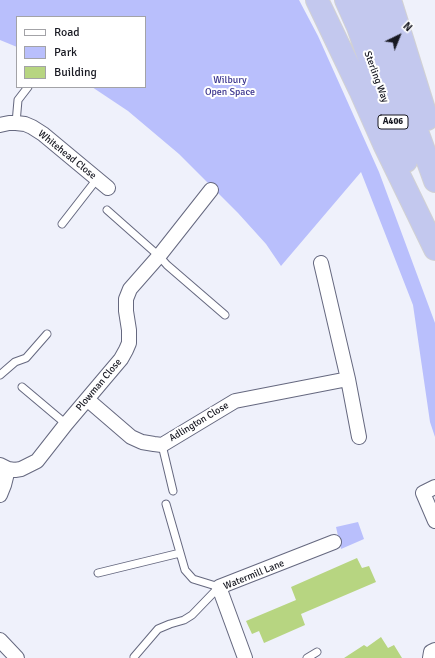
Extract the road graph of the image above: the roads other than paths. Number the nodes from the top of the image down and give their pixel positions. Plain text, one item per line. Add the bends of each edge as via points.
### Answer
1 (316, 0) edge
2 (346, 0) edge
3 (368, 0) edge
4 (390, 0) edge
5 (27, 88) edge
6 (16, 123) junction
7 (0, 125) edge
8 (435, 147) edge
9 (97, 179) junction
10 (435, 181) edge
11 (108, 188) dead end
12 (211, 190) dead end
13 (107, 210) dead end
14 (62, 224) dead end
15 (435, 245) edge
16 (435, 249) edge
17 (159, 256) junction
18 (321, 263) dead end
19 (225, 315) dead end
20 (47, 334) dead end
21 (0, 375) edge
22 (348, 380) junction
23 (22, 387) dead end
24 (88, 400) junction
25 (66, 424) junction
26 (360, 437) dead end
27 (162, 445) junction
28 (4, 467) edge
29 (435, 487) edge
30 (173, 491) dead end
31 (0, 495) edge
32 (166, 504) dead end
33 (435, 521) edge
34 (334, 542) dead end
35 (180, 553) junction
36 (98, 573) dead end
37 (219, 587) junction
38 (0, 640) edge
39 (435, 650) edge
40 (317, 652) dead end
41 (134, 657) edge
42 (17, 658) edge
43 (243, 658) edge
44 (308, 658) edge
45 (430, 658) edge

1 - 16 highway
2 - 15 highway, Sterling Way / A406 via 358,27
3 - 10 highway, Sterling Way / A406
4 - 8 highway
5 - 6 lane via 18,100
6 - 7 street, Whitehead Close
6 - 9 street, Whitehead Close via 25,124 43,134
9 - 11 street, Whitehead Close
9 - 14 lane
12 - 17 street, Plowman Close
13 - 17 lane
17 - 19 lane
17 - 24 street, Plowman Close via 130,288 126,299 129,343 126,350
18 - 22 street
20 - 21 lane via 26,358 15,362
22 - 26 street
22 - 27 street, Adlington Close via 235,401
23 - 25 lane
24 - 25 street, Plowman Close
24 - 27 street, Adlington Close via 131,437 142,442
25 - 28 street, Plowman Close via 37,461 21,469
27 - 30 lane
28 - 31 street via 4,485
29 - 33 street via 423,493
32 - 35 lane
34 - 37 street, Watermill Lane
35 - 36 lane
35 - 37 lane via 185,570 193,579
37 - 41 lane via 192,615 158,629
37 - 43 street, Watermill Lane
38 - 42 street
39 - 45 street via 431,652
40 - 44 lane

---

**What you have to do**
Please state how many lines in the entries above include the string "Adlington", and write only that number.

**Exercise solution**
2